No es verdad que no te llamara para que me acompañaras el día de las votaciones. El calor de finales de junio, pocos días después del solsticio de verano, me tenía encerrado en casa, con las persianas bajadas, leyendo en penumbra no recuerdo qué drama de Shakespeare. No sabía si morder la manzana o dejar que se agusanara con las otras manzanas del frutero. La poesía se apilaba en el cráter de la madrugada, poco antes de las cuatro. Luego, a las cinco, me preparaba el café y la tostada, y desayunaba contemplando las oscuras espesuras de los árboles del parque. Una mujer paseaba con un dálmata. Tenía el cabello castaño y nunca la veía de día. Ni en la calle, ni en los comercios del barrio, ni sentada en un banco del jardín infantil, ni camino del trabajo, ni volviendo de él. Solo al amanecer, caminando pensativa entre los árboles, llamando al perro, acariciándolo, arrodillándose para recoger con un guante y una bolsa sus excrementos. Parecía una mujer sola en el mundo. Rodeada de árboles, de flores, de senderos, de estanques de agua verdosa. En aquel parque de diez hectáreas o más, rodeado de edificios, en donde la hierba olía a fuel y los mirlos cantaban al amanecer.
Bebía el café a sorbos, mordisqueaba la tostada con desgana. ¡Ese calor de las primeras noches del estío!, ¡esa terrible soledad de los largos días de junio! El cadavérico escorzo de la ciudad buscaba los últimos hilos algodonados de las nubes. Desde las blandas azoteas casi se podía besar el último adiós de los cielos grisáceos que ya no regresarían hasta casi el fin del mundo (o de nuestras existencias). Quién sabe… El café sabía a tristeza, a una terrible y solitaria tristeza.
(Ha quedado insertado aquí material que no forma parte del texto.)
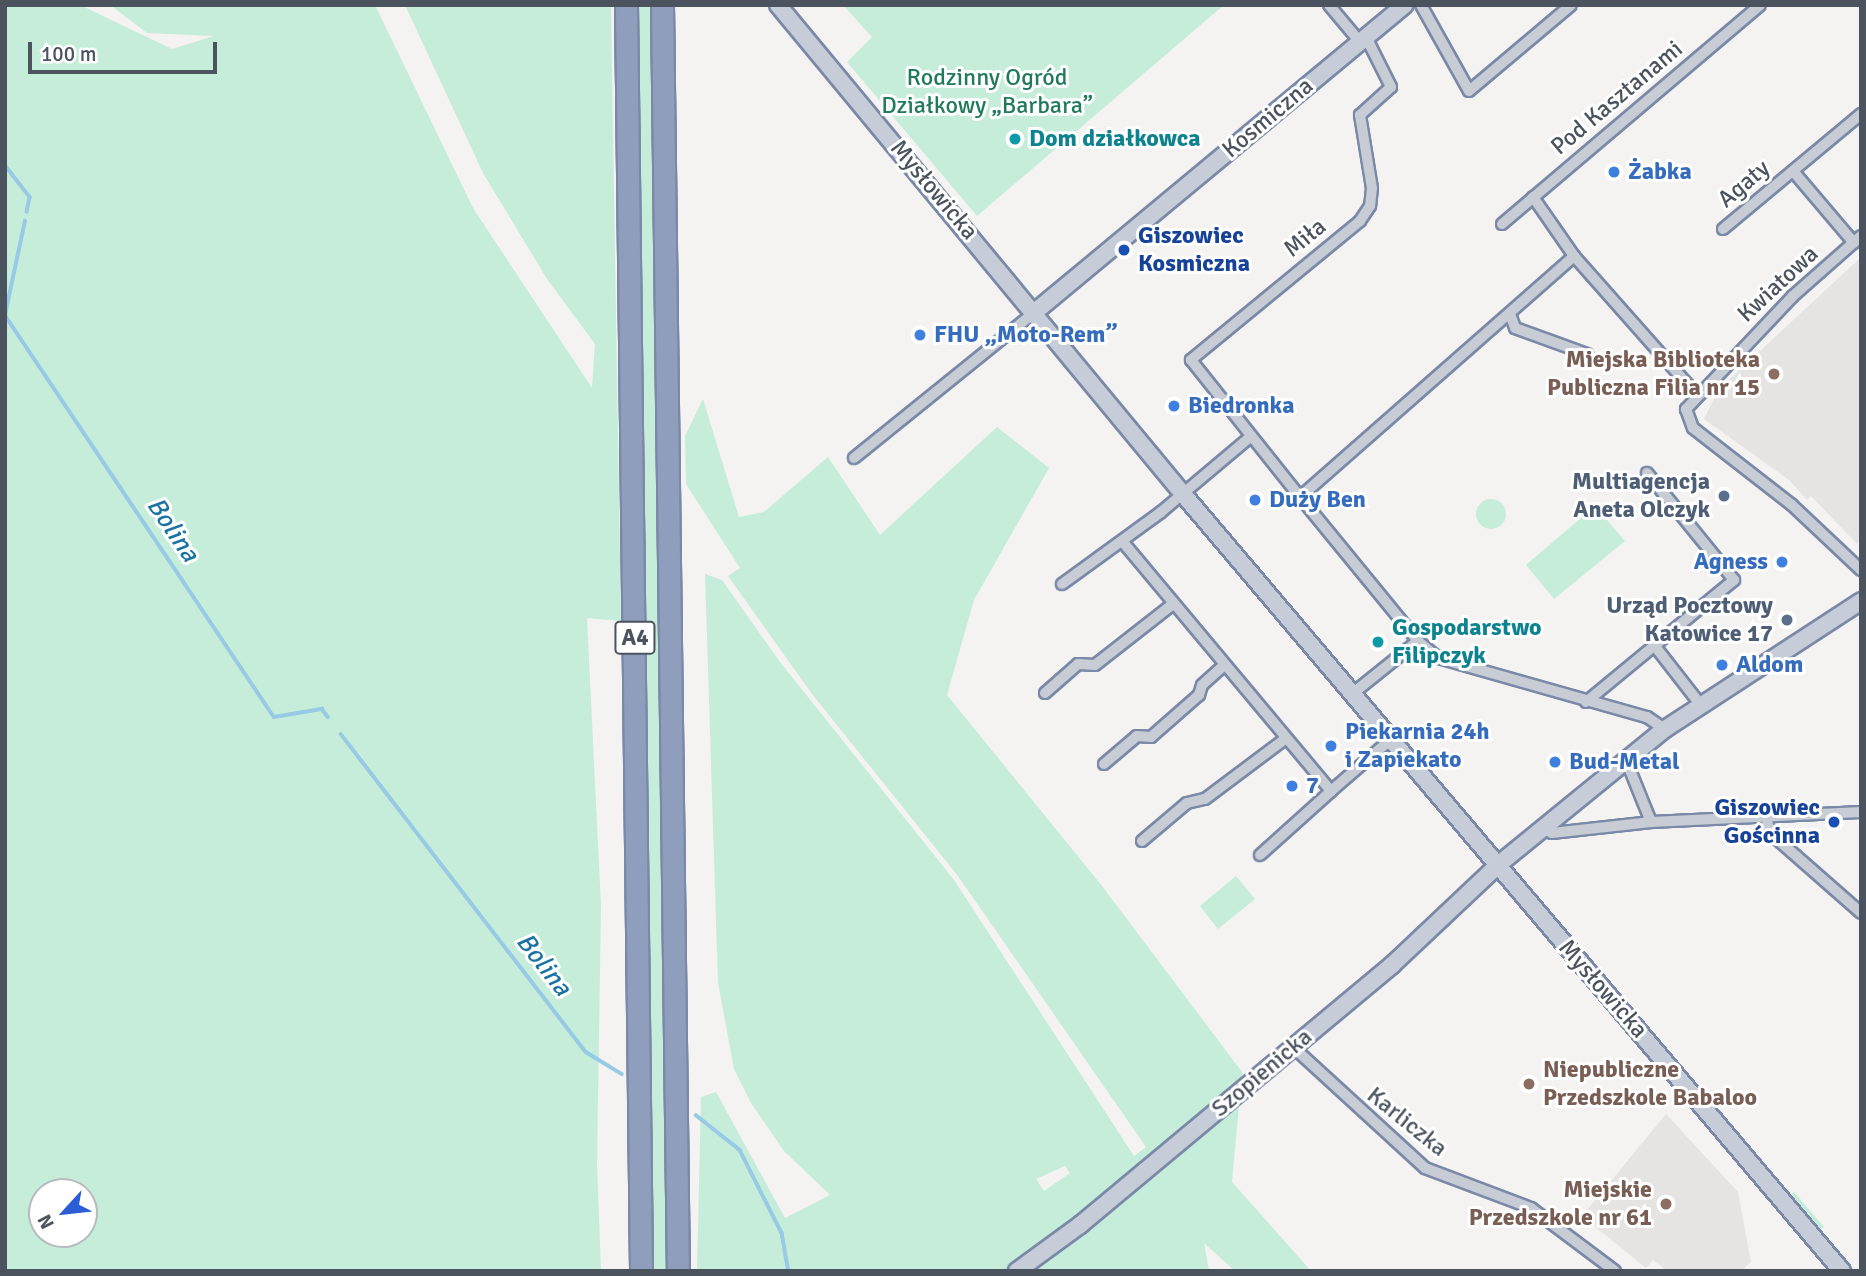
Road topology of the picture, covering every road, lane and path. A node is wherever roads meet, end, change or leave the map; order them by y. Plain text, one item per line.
1 (626, 5) edge
2 (662, 5) edge
3 (778, 5) edge
4 (1329, 5) edge
5 (1404, 5) edge
6 (1421, 5) edge
7 (1571, 5) edge
8 (1760, 5) edge
9 (1363, 40) junction
10 (1861, 114) edge
11 (1793, 171) junction
12 (1533, 197) junction
13 (1502, 224) dead end
14 (1723, 229) dead end
15 (1857, 239) edge
16 (1574, 256) junction
17 (1036, 312) junction
18 (1510, 314) junction
19 (1587, 354) dead end
20 (1696, 394) junction
21 (1249, 438) junction
22 (854, 458) dead end
23 (1647, 473) dead end
24 (1183, 494) junction
25 (1300, 497) junction
26 (1122, 541) junction
27 (1861, 570) edge
28 (1062, 584) dead end
29 (1861, 601) edge
30 (1173, 604) junction
31 (1418, 641) junction
32 (1654, 645) junction
33 (1224, 665) junction
34 (1045, 693) dead end
35 (1352, 694) junction
36 (1586, 702) junction
37 (1700, 704) junction
38 (1665, 729) junction
39 (1285, 739) junction
40 (1390, 740) junction
41 (1626, 760) junction
42 (1104, 764) dead end
43 (1331, 791) junction
44 (1861, 812) edge
45 (1766, 817) junction
46 (1651, 822) junction
47 (1543, 828) junction
48 (1142, 841) dead end
49 (1261, 855) dead end
50 (1498, 865) junction
51 (1861, 913) edge
52 (1293, 1047) junction
53 (641, 1271) edge
54 (678, 1271) edge
55 (1017, 1271) edge
56 (1615, 1271) edge
57 (1842, 1271) edge

1 - 53 highway, A4
2 - 54 highway, A4
3 - 17 street, Mysłowicka
4 - 9 street
5 - 9 street, Kosmiczna
6 - 7 street
8 - 12 street, Pod Kasztanami
9 - 17 street, Kosmiczna
9 - 21 street, Miła
10 - 11 street, Agaty
11 - 14 street, Agaty
11 - 15 street, Agaty
12 - 13 street, Pod Kasztanami
12 - 16 street
15 - 20 street, Kwiatowa
16 - 18 street
16 - 20 street
17 - 22 street
17 - 24 street, Mysłowicka
18 - 19 street
18 - 25 street
20 - 27 street
21 - 24 street
21 - 25 street, Miła
23 - 32 street
24 - 26 street
24 - 35 street, Mysłowicka
25 - 31 street, Miła
26 - 28 street
26 - 30 street
29 - 37 street, Szopienicka
30 - 33 street
30 - 34 street
31 - 35 street
31 - 36 street, Miła
32 - 36 street
32 - 37 street
33 - 39 street
33 - 42 street
35 - 40 street, Mysłowicka
36 - 38 street, Miła
37 - 38 street, Szopienicka
38 - 41 street, Szopienicka
39 - 43 street
39 - 48 street
40 - 43 street
40 - 50 street, Mysłowicka
41 - 46 street
41 - 47 street, Szopienicka
43 - 49 street
44 - 45 street
45 - 46 street
45 - 51 street
46 - 47 street
47 - 50 street, Szopienicka
50 - 52 street, Szopienicka
50 - 57 street, Mysłowicka
52 - 55 street, Szopienicka
52 - 56 street, Karliczka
Pocas horas después, a media mañana, el café sabría a una terrible y solitaria tristeza. Y en la reunión de la tarde, mientras se decidía el futuro de la empresa, de una hipoteca o del desenlace de este escrito, el café quemaría con la incandescencia de un volcán liberado. Y sin embargo, yo sabía que, en algún momento, las invisibles tijeras del destino cortarían en dos nuestras vidas, volviendo a unirlas en extraña contradicción.
No es verdad que la naturaleza fuera violenta. Ahí enfrente, en lo profundo de ese parque de diez hectáreas, en el lugar de la ardilla o del cisne, cuando la luna se reflejaba tenue en el cristal verdoso del estanque o las olas de viento cimbreaban entre las ramas de los arces, no había violencia. Tampoco la había en el paseo por el parque de esa mujer de cabello castaño, ni cuando llamaba a su perro para susurrarle al oído los secretos que ningún ser humano ha conocido o conocerá jamás. No. Incluso había algo de pacífico en la lucha por la vida. El pez grande se comía al chico, pero antes no lo torturaba, no jugaba con él y con sus esperanzas, no le enseñaba un futuro cegado por la desesperación o por el desgarro de la nada existencial. Describir la naturaleza como un campo de batalla, en el que los más afortunados eran moribundos que lamían sus heridas a la sombra de los castaños, puede que sirviera a los propósitos de poseer, de mandar, de ser obedecido de alguna gente, pero no te describía a ti, ni a mí, ni a esa hermosa historia de amor que surgió aquel amanecer. En realidad, no describía nada de lo que amábamos, ni de lo que hubiéramos querido amar si nos hubieran dejado edificar palacios de cristal con la niebla que envolvía de carne el bosque.
Ya el amanecer aclaraba el sotobosque. Todavía sentía en la piel la brisa de la madrugada, la humedad de tu cuerpo aproximándose en oleadas arrítmicas, las blancas crestas de un mundo terrible que se apagaba cuando el sol abría ventanas de luz en la floresta. A un lado de la mesa, el café y la tostada, al otro un libro abierto en mitad de un corazón que latía y que amaba. La tierra estaba desnuda y deseaba abrigarte con ella, pero el asesino ya no tenía escapatoria. Resbaló en un rayo de sol y su cuerpo flotaba boca abajo allá en el estuario, junto al naufragio de toda una generación. Tal vez alguna vez lo amamos, y pronunciamos su nombre con respeto, y le dimos nuestra confianza para que creara paraísos en los yermos; pero ya no quedaban paraísos (hay gente que afirma que nunca los hubo, que todo fue ilusión), solo esos infinitos paisajes desolados que se extienden hasta el horizonte y que llamamos mentira.
No es verdad que no te llamara para que me acompañaras el día de las votaciones. Lo hice al amanecer pero no tuve respuesta. Saltó el contestador del teléfono y supe que no estabas sola. Miré por la ventana y la vi caminar solitaria entre el jazmín. El dálmata tensaba la correa mientras ella intentaba escuchar el canto del mirlo.